Elena se tenait à l’extrémité du couloir, ouvert sur une vaste salle partiellement creusée dans un granit sans âge. Le sol était bétonné, comme une partie de la paroi lui faisant face. Cette dernière était striée de rigoles creusées par l’action lente de l’eau et du temps. On pouvait distinctement voir les traces laissées par des explosifs et par des outils qui n’avaient pu entamer l’épaisseur du béton, malgré des efforts soutenus pour y parvenir. Encastré dans cette masse grise, il y avait un gigantesque seuil d’un métal si sombre qu’il semblait manger la lumière et une énorme porte noire et ronde, de la même matière, gravée de motifs sinistres où l’esprit se perdait à essayer de reconnaitre quelque forme qu’il eut pu identifier. Rien ne semblait humain, rien n’apparaissait avoir été créé par une main lossyanne et, dans l’obscurité, les reflets métalliques de la porte jetaient de sinistres feux rouges-orangés, comme les derniers éclats terre de Sienne d’un soleil avalé par un horizon d’orage.
Janus lâcha un juron sonore, avant de se signer et adresser une prière muette aux Hauts-Seigneurs. Cénis n’osait pas plus que lui approcher devant cette chose si noire, ornée de motifs si improbables et inhumains qu’ils semblaient avoir été gravés là pour prendre vie et dévorer le premier intrus qui passerait.

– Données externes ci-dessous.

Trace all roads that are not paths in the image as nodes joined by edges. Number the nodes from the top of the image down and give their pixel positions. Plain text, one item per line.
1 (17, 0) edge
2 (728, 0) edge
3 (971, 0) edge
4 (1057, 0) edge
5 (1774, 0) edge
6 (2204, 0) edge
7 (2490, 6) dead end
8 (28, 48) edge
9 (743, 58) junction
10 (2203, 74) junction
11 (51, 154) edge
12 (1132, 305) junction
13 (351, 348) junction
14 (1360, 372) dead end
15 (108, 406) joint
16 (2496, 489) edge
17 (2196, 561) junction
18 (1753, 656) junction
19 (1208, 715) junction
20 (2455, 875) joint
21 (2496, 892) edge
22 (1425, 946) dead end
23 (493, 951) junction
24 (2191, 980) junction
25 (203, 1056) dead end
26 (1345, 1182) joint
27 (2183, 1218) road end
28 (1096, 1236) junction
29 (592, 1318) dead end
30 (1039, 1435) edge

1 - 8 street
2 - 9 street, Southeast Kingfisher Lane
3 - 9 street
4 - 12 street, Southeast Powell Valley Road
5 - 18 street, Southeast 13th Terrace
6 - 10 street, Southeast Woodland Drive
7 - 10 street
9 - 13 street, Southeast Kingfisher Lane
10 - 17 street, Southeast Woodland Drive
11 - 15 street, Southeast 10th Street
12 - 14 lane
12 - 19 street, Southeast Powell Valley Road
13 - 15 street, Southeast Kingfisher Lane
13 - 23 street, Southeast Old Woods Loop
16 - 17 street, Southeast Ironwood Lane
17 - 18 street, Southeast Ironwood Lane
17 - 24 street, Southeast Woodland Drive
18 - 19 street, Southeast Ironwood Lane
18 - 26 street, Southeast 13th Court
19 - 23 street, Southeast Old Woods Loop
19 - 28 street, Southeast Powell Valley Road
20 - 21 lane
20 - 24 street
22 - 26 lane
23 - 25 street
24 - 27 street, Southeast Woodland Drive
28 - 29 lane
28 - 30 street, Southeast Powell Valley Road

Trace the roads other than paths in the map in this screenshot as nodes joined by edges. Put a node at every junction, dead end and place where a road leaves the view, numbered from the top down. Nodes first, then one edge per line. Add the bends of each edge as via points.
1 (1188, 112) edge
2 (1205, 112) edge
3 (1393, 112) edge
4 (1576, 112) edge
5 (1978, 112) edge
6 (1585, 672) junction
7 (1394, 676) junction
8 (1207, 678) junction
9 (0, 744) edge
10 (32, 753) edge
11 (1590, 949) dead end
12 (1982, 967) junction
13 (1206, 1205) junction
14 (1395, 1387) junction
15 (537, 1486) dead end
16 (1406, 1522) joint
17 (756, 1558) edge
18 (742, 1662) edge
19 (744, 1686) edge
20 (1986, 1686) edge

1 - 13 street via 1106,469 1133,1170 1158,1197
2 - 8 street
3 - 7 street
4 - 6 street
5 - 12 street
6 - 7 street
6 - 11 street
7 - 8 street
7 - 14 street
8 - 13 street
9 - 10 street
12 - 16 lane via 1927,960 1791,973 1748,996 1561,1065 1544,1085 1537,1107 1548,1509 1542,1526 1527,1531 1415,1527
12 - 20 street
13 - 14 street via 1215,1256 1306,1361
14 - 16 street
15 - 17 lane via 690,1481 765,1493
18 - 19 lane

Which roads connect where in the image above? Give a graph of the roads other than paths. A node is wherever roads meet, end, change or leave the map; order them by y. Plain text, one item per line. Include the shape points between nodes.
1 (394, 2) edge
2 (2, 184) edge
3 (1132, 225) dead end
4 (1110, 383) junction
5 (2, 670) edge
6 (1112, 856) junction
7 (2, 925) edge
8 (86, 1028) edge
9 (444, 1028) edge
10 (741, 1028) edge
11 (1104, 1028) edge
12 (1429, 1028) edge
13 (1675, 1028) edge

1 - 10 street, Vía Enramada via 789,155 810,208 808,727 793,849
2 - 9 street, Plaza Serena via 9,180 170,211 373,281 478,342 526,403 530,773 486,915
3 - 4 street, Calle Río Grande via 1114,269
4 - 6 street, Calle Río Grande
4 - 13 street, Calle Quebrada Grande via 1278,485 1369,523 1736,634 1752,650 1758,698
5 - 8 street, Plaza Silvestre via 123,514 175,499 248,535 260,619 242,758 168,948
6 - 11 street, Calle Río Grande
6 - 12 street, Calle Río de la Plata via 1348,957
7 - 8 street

— Mais qu’est-ce que c’est ?! s’écria Janus.
Elena posa la main sur le métal de la structure massive, le visage songeur, inspiré. Elle ferma les yeux un instant, comme si elle écoutait quelque chose :
— C’est la porte. Là où leur exploration a cessé. Ils ont essayé d’attaquer le mur, en vain.
— Alors, c’est la fin ? Si l’Église n’a pas réussi se frayer un passage, on a aucune chance.
Elena pencha la tête, fermant à nouveau les yeux, sa main caressant le métal noir et sinistre :
— Ho si, Janus, croit-moi. Car je sais comment l’ouvrir.